When you're thinking about how much you should withdraw each year from your retirement accounts, you may only be thinking about how much you'll require in order to cover your expenses. But for some accounts, you will be required to withdraw a certain amount each year, whether you need the money or not. If you don't pull out enough funds, you could face hefty penalties.

Once you turn 72, you'll need to begin taking required minimum distributions (RMDs). RMDs apply only to tax-deferred accounts, such as 401(k)s and Traditional IRAs, because you don't pay taxes on those savings until you start making withdrawals. The IRS wants its share eventually, so that's why you're required to begin taking distributions at a certain age.

If you don't take your RMD, you'll be hit with an IRS penalty of 50% of the amount you were supposed to withdraw. 
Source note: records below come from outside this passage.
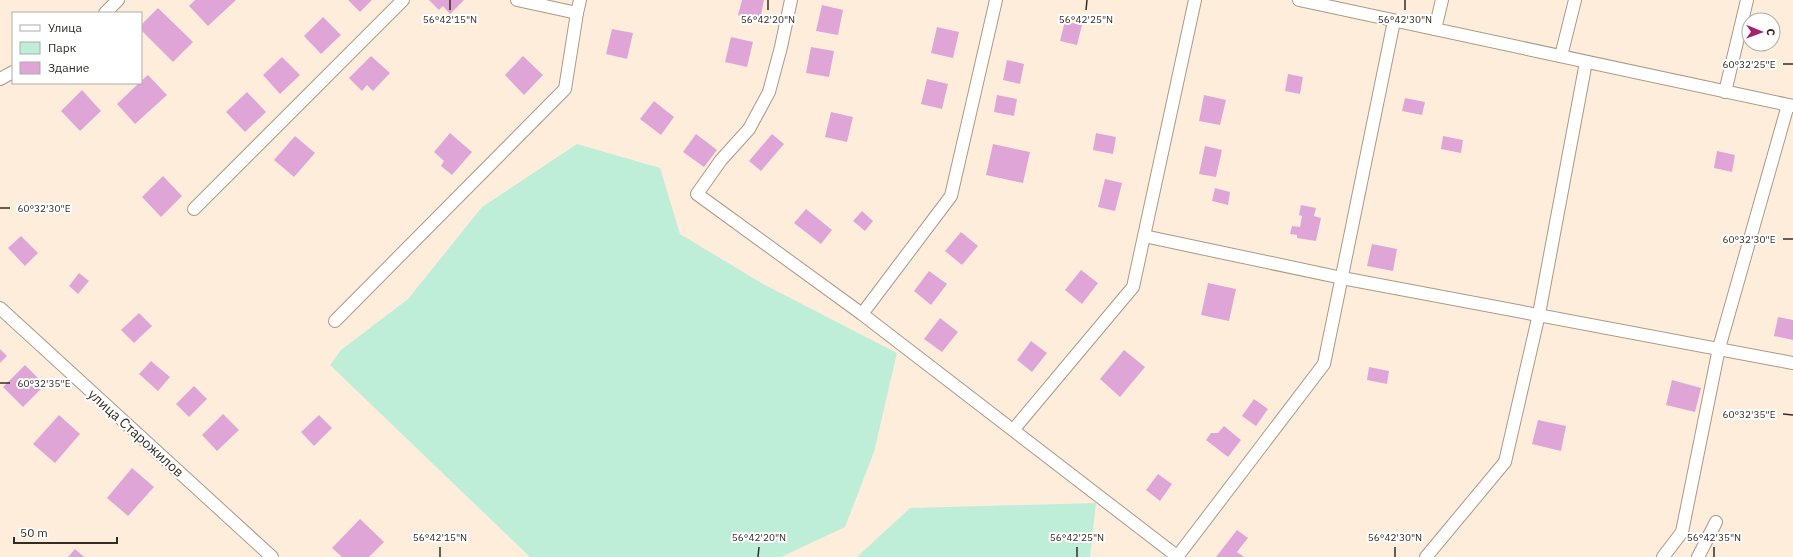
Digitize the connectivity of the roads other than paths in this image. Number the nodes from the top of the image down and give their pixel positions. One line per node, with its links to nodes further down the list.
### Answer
1 (118, 0): 12 (street)
2 (403, 0): 22 (street)
3 (517, 0): 13 (street)
4 (580, 0): 13 (street)
5 (791, 0): 26 (street)
6 (996, 0): 26 (street)
7 (1195, 0): 23 (street)
8 (1299, 0): 14 (street)
9 (1442, 0): 15 (street)
10 (1575, 0): 16 (street)
11 (1748, 0): 20 (street)
12 (106, 12)
13 (577, 14): 28 (street)
14 (1394, 21): 15 (street); 24 (street)
15 (1435, 29): 16 (street)
16 (1561, 56): 17 (street)
17 (1586, 62): 20 (street); 27 (street)
18 (12, 73): 19 (street)
19 (0, 79)
20 (1725, 92): 21 (street)
21 (1791, 106): 29 (street)
22 (194, 209)
23 (1144, 236): 24 (street); 31 (street)
24 (1342, 278): 27 (street); 34 (street)
25 (0, 308): 33 (street, улица Старожилов)
26 (862, 314): 31 (street)
27 (1538, 314): 29 (street); 35 (street)
28 (335, 321)
29 (1719, 348): 30 (street); 36 (street)
30 (1793, 363)
31 (1014, 429): 34 (street)
32 (1716, 522): 37 (street)
33 (271, 557)
34 (1177, 557)
35 (1426, 557)
36 (1663, 557)
37 (1698, 557)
The median amount that baby boomers have saved for retirement is $152,000, according to a survey from the Transamerica Center for Retirement Studies. But some workers have substantially more socked away, and the higher your account balances, the larger your RMDs will be. A few months ago, Charles Schwab surveyed 2,000 Americans ages 55 to 75 who had at least $100,000 in investable assets, and the average amount they had socked away was $920,400.  

So, hypothetically, say you have $920,400 saved in a 401(k), and you'll be turning 72 in 2021. According to the IRS's RMD guidelines, you'll be required to withdraw $33,591 next year. If you don't withdraw anything from your retirement account, you'll face a penalty of close to $17,000.
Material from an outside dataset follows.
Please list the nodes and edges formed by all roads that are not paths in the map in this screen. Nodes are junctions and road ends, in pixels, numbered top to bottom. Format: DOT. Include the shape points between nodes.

How to avoid RMD penalties

The easiest way to avoid these penalties is to make sure you know when you'll have to take RMDs, and understand how much you should be withdrawing.

RMDs were waived in 2020 under the CARES Act, but seniors will be responsible for them again in 2021. If you're still working at age 72, you may be able to avoid taking an RMD from a 401(k) that's tied to your current employer. However, you'll still need to take them from your Traditional IRA or any 401(k)s from previous employers.

In addition, if you have multiple types of tax-deferred accounts, you will need to take RMDs from each of them. So, for example, if you have both a 401(k) and a Traditional IRA, you'll need to take cash out of each of them every year.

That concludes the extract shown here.